--- Exercise ---
The records follow. Filter them to the lines that hold "Sandwich".

Supplied data Block Start

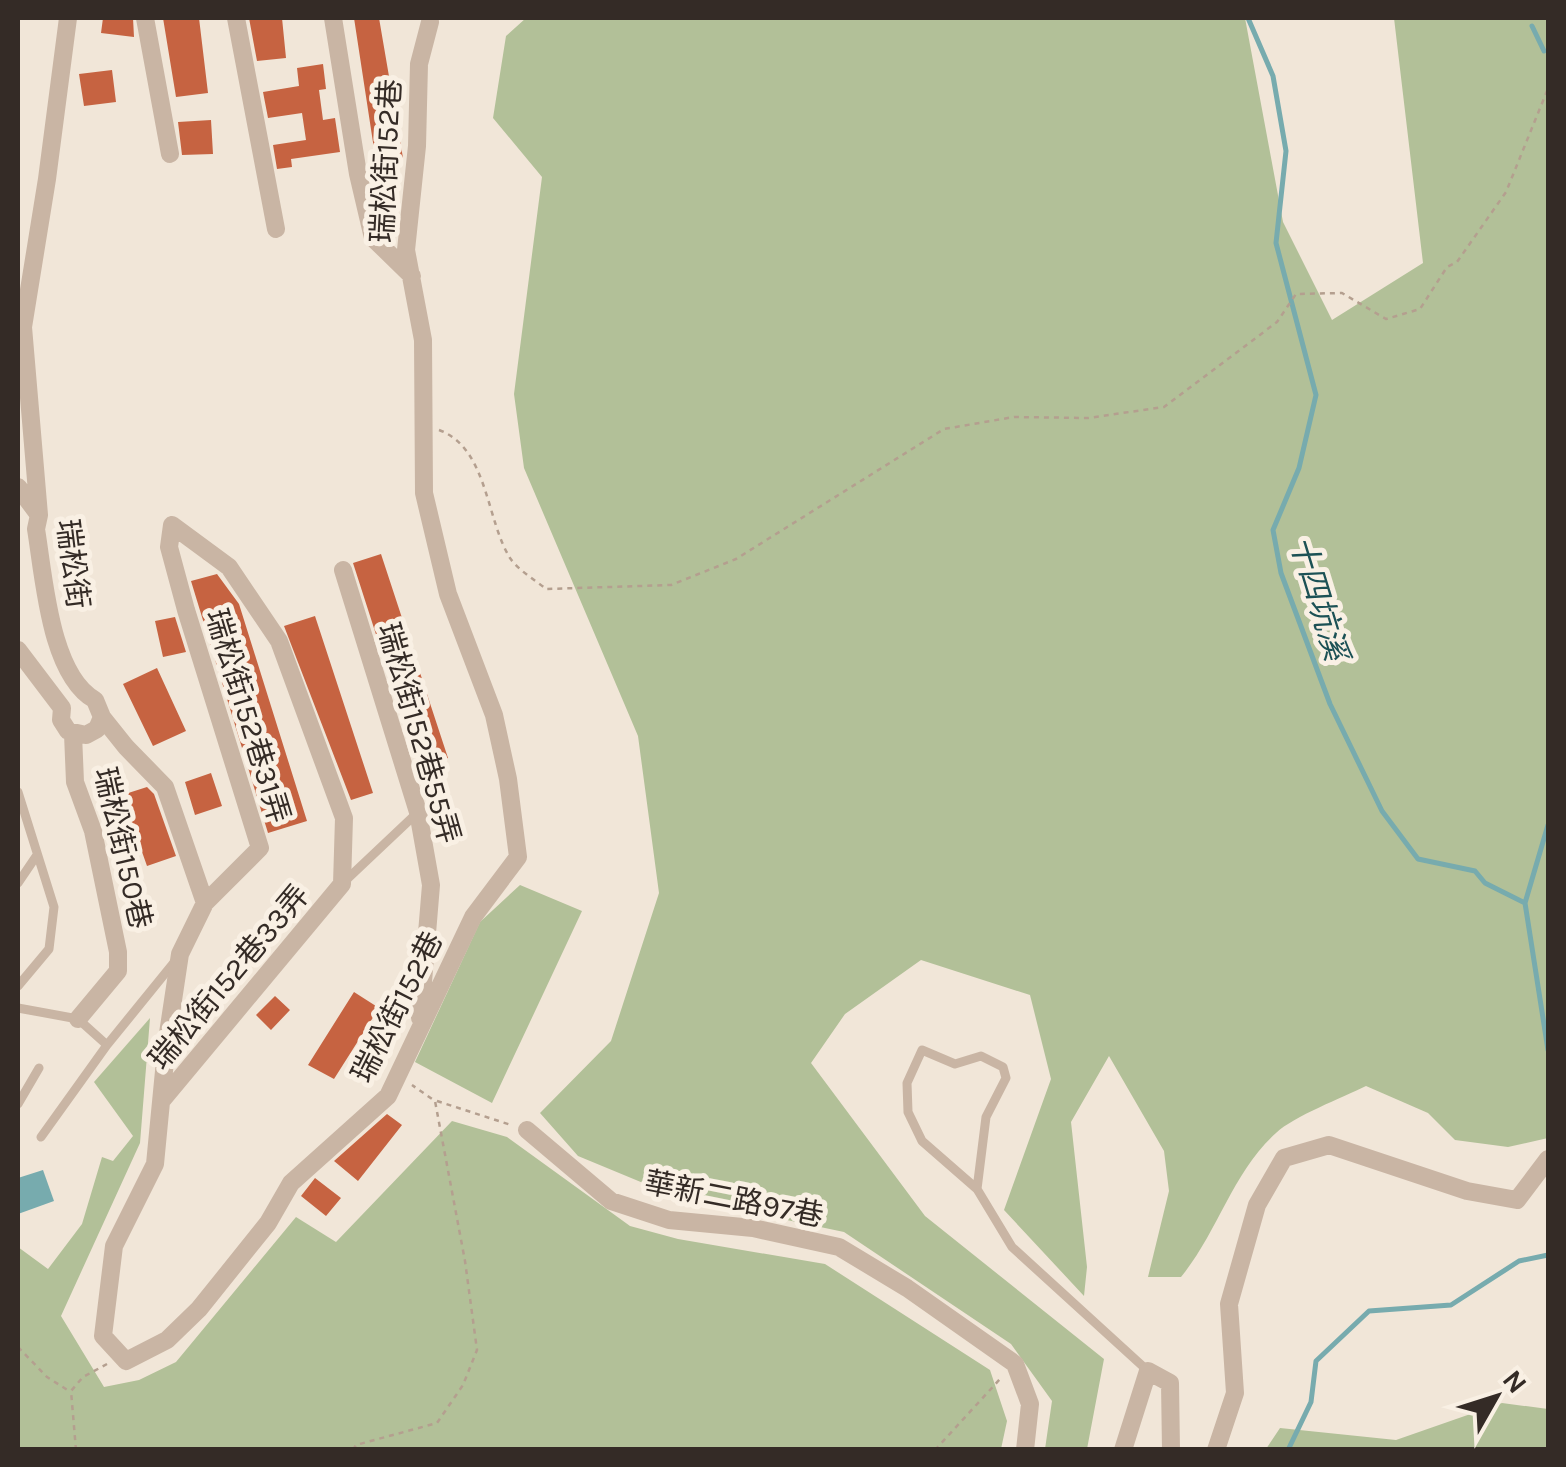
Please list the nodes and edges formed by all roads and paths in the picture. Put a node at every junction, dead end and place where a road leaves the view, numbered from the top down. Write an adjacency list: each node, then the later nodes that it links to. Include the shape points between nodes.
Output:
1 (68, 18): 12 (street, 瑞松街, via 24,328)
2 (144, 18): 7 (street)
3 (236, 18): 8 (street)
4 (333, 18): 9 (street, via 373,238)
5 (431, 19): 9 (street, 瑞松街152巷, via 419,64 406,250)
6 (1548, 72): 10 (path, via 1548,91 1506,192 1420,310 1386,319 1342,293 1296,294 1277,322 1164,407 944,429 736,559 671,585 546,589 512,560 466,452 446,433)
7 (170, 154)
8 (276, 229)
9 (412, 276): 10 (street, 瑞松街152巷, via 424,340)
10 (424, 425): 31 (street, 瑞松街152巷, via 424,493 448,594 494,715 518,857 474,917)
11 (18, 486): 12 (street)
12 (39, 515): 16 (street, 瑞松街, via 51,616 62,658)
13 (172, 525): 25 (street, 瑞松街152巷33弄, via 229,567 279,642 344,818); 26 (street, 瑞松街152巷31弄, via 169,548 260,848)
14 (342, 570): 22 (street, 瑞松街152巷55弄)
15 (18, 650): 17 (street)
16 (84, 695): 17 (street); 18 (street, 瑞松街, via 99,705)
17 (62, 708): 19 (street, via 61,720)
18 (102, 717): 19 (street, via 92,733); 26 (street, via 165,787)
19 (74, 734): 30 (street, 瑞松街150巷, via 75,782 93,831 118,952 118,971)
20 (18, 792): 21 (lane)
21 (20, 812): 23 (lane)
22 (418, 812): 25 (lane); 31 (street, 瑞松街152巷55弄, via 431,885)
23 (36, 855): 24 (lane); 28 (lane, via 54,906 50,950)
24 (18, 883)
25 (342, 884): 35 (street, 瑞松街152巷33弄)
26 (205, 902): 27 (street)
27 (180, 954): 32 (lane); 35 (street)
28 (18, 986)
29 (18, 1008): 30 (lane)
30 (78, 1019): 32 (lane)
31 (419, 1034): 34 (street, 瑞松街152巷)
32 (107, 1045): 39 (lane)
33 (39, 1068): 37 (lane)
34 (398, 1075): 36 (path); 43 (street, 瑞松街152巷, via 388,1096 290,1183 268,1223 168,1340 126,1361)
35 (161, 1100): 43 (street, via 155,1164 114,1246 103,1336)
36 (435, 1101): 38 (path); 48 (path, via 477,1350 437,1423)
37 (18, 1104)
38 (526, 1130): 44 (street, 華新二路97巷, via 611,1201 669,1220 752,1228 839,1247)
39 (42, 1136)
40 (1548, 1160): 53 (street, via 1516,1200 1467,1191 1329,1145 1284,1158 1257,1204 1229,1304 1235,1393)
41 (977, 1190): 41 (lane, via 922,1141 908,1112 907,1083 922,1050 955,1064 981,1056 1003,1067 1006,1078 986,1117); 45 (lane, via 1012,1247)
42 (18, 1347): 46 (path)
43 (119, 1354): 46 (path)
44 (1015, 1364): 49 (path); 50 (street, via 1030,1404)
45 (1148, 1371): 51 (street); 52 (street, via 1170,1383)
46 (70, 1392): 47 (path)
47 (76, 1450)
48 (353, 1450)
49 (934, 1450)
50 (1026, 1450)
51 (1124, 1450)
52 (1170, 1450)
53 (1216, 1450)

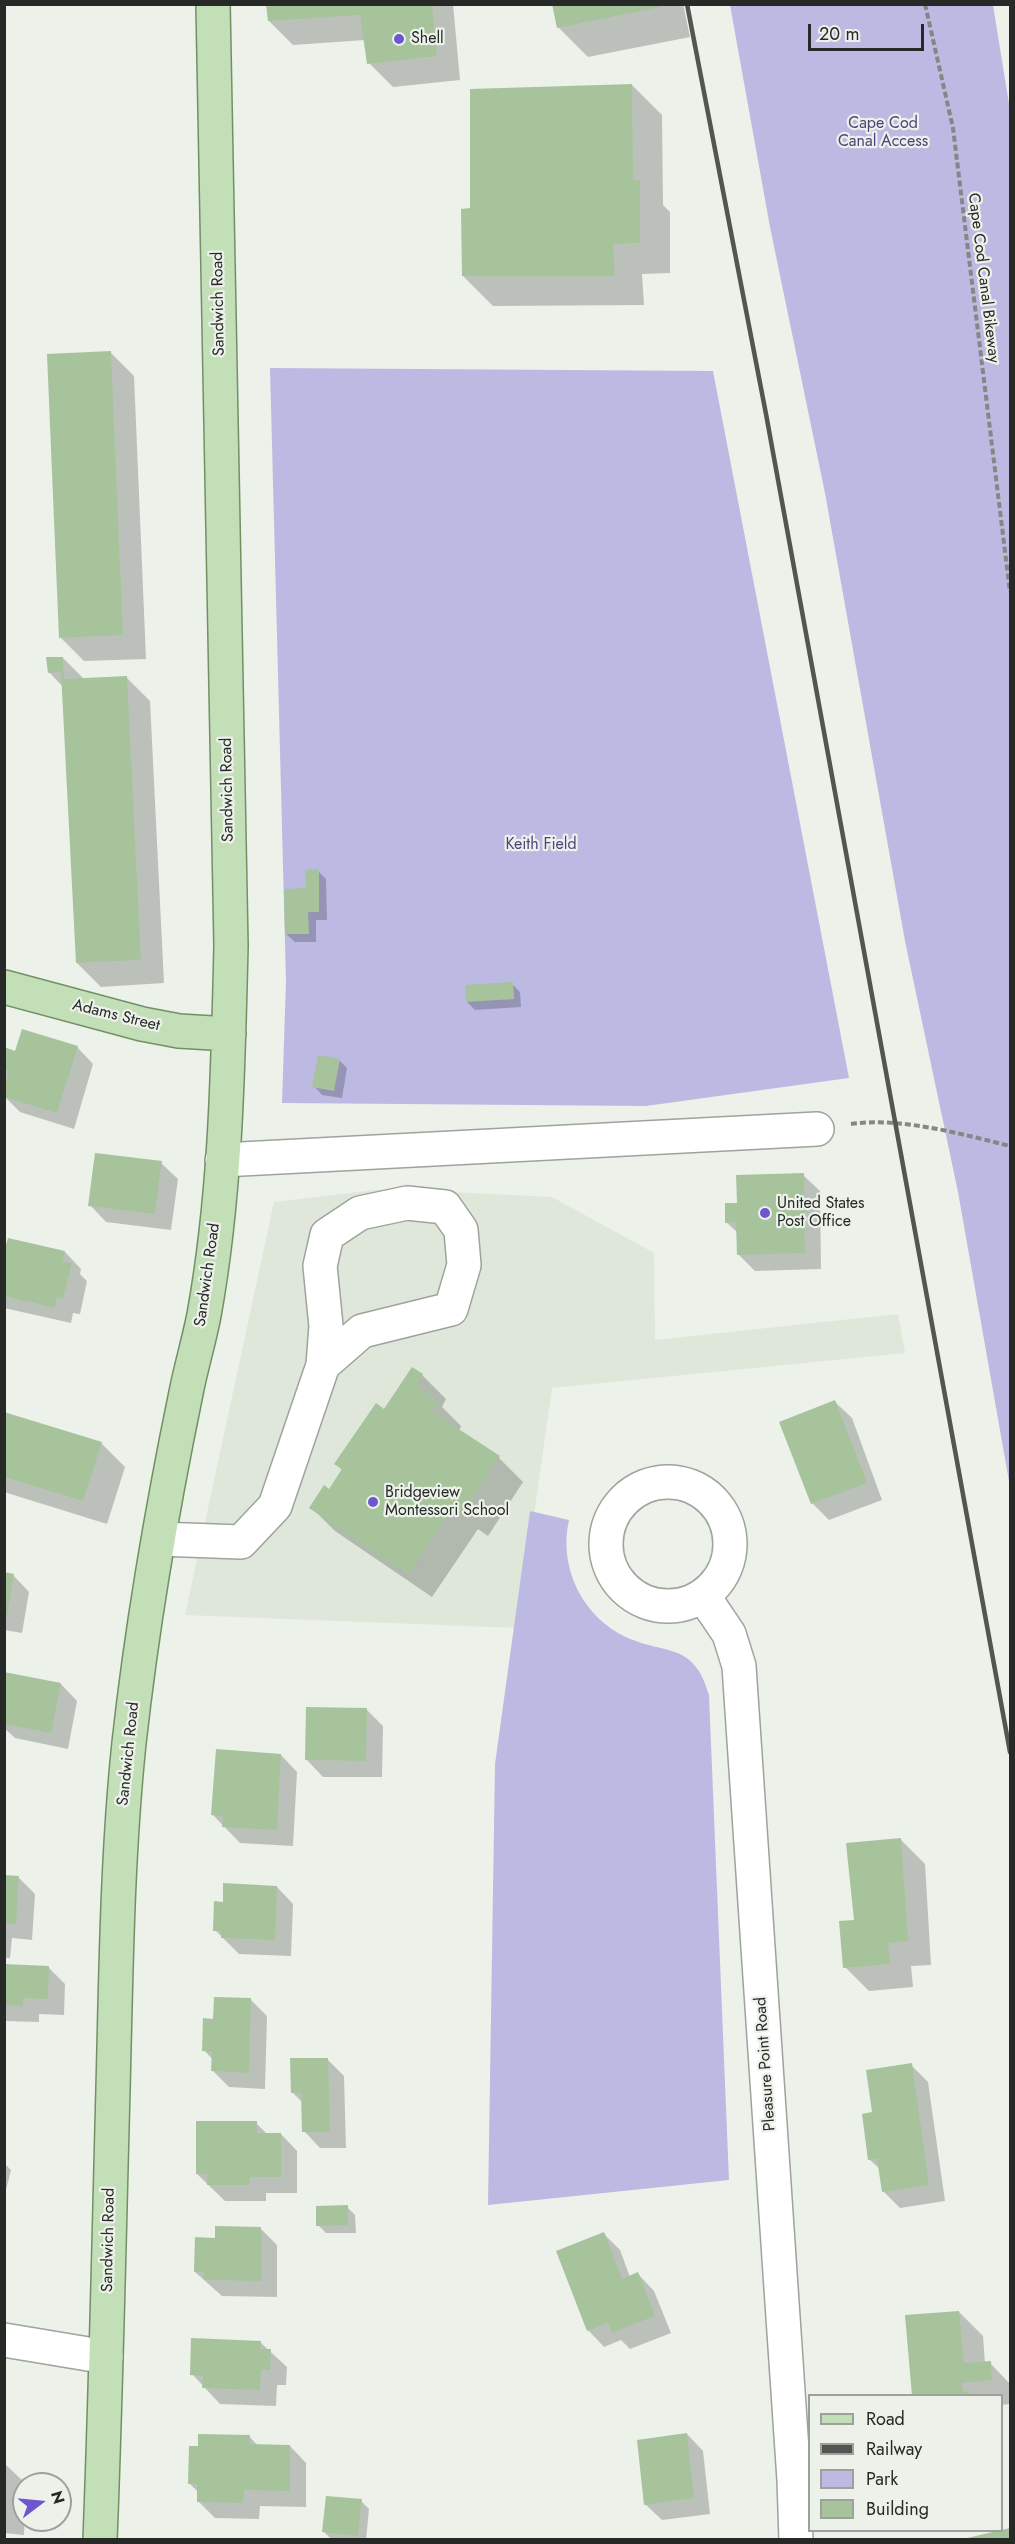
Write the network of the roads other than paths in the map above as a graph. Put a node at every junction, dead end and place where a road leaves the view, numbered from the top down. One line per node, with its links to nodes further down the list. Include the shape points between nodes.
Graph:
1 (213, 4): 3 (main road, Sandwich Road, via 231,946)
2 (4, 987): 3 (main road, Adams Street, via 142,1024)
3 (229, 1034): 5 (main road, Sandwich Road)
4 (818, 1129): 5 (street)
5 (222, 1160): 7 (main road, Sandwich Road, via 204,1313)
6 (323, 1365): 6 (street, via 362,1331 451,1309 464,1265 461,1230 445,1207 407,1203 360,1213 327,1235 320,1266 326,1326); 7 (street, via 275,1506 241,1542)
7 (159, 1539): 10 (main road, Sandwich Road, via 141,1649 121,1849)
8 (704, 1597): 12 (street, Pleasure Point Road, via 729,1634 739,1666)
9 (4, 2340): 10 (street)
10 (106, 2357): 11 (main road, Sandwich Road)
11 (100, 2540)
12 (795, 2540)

Supplied data Block End

--- Solution for this task ---
1 (213, 4): 3 (main road, Sandwich Road, via 231,946)
3 (229, 1034): 5 (main road, Sandwich Road)
5 (222, 1160): 7 (main road, Sandwich Road, via 204,1313)
7 (159, 1539): 10 (main road, Sandwich Road, via 141,1649 121,1849)
10 (106, 2357): 11 (main road, Sandwich Road)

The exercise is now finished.